Exercise aim: From the records below, pull each line that has "nodes".

Supplied records START

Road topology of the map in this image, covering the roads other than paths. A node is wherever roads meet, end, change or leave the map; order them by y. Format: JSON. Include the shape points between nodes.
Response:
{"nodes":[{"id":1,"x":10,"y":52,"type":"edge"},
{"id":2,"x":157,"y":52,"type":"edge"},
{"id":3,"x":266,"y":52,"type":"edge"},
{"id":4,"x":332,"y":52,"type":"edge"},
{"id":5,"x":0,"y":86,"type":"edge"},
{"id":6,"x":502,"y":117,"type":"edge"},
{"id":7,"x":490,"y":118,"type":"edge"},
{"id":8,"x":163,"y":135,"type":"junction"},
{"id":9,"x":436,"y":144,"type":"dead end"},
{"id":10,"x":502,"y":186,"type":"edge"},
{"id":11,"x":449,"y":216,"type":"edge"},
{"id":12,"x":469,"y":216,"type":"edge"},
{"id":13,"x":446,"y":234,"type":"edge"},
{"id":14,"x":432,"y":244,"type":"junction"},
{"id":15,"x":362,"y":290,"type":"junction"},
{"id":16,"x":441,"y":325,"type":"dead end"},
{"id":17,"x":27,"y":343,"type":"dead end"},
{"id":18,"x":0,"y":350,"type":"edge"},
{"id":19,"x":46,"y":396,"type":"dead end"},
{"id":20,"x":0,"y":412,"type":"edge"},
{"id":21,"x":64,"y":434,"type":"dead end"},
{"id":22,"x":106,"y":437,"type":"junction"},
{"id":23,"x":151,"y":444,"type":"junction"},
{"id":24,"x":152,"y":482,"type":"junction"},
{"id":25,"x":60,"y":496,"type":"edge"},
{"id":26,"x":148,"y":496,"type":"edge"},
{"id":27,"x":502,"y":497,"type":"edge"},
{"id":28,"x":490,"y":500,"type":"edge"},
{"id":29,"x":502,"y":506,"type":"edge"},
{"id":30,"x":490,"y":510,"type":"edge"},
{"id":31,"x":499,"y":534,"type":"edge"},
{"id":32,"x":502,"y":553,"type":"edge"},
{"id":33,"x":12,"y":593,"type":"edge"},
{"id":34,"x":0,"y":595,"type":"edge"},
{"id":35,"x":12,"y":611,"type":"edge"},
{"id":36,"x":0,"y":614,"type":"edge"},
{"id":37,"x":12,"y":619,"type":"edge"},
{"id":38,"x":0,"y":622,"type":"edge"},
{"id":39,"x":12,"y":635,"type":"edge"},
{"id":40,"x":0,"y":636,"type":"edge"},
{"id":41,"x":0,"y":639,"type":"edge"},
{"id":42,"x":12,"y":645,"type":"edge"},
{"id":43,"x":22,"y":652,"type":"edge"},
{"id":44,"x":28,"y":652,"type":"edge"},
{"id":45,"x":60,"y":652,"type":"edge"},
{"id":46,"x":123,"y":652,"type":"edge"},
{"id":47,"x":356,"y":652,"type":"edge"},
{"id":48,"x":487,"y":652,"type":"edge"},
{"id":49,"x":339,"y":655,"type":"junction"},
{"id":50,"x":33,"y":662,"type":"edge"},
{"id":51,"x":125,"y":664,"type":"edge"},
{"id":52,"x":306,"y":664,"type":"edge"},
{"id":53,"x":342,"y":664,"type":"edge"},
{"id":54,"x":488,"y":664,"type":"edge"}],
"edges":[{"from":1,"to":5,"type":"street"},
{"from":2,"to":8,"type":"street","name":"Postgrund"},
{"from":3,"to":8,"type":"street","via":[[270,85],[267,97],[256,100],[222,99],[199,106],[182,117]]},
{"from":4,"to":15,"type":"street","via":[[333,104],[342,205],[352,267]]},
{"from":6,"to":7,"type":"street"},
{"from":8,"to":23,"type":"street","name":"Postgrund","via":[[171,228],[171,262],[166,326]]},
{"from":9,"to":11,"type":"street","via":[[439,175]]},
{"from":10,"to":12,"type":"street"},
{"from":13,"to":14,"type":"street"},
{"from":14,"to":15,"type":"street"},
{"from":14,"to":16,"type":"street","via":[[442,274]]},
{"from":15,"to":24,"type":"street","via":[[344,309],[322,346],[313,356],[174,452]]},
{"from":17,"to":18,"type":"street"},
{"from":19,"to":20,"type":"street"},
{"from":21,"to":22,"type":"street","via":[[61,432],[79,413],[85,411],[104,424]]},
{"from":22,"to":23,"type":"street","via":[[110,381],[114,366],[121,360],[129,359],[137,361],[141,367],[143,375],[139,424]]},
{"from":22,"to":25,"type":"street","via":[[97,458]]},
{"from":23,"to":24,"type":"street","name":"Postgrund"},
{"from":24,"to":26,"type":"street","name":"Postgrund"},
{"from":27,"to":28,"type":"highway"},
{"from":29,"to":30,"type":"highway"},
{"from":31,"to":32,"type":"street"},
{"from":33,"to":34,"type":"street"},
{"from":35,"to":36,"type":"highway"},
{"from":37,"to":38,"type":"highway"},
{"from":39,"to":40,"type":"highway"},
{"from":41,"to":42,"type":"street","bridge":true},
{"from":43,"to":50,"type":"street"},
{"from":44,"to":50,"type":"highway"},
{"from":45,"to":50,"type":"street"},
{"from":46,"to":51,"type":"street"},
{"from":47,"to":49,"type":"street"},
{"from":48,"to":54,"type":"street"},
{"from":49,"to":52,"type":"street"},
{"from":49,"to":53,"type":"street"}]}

Supplied records END

Response to this exercise:
Road topology of the map in this image, covering the roads other than paths. A node is wherever roads meet, end, change or leave the map; order them by y. Format: JSON. Include the shape points between nodes.
{"nodes":[{"id":1,"x":10,"y":52,"type":"edge"},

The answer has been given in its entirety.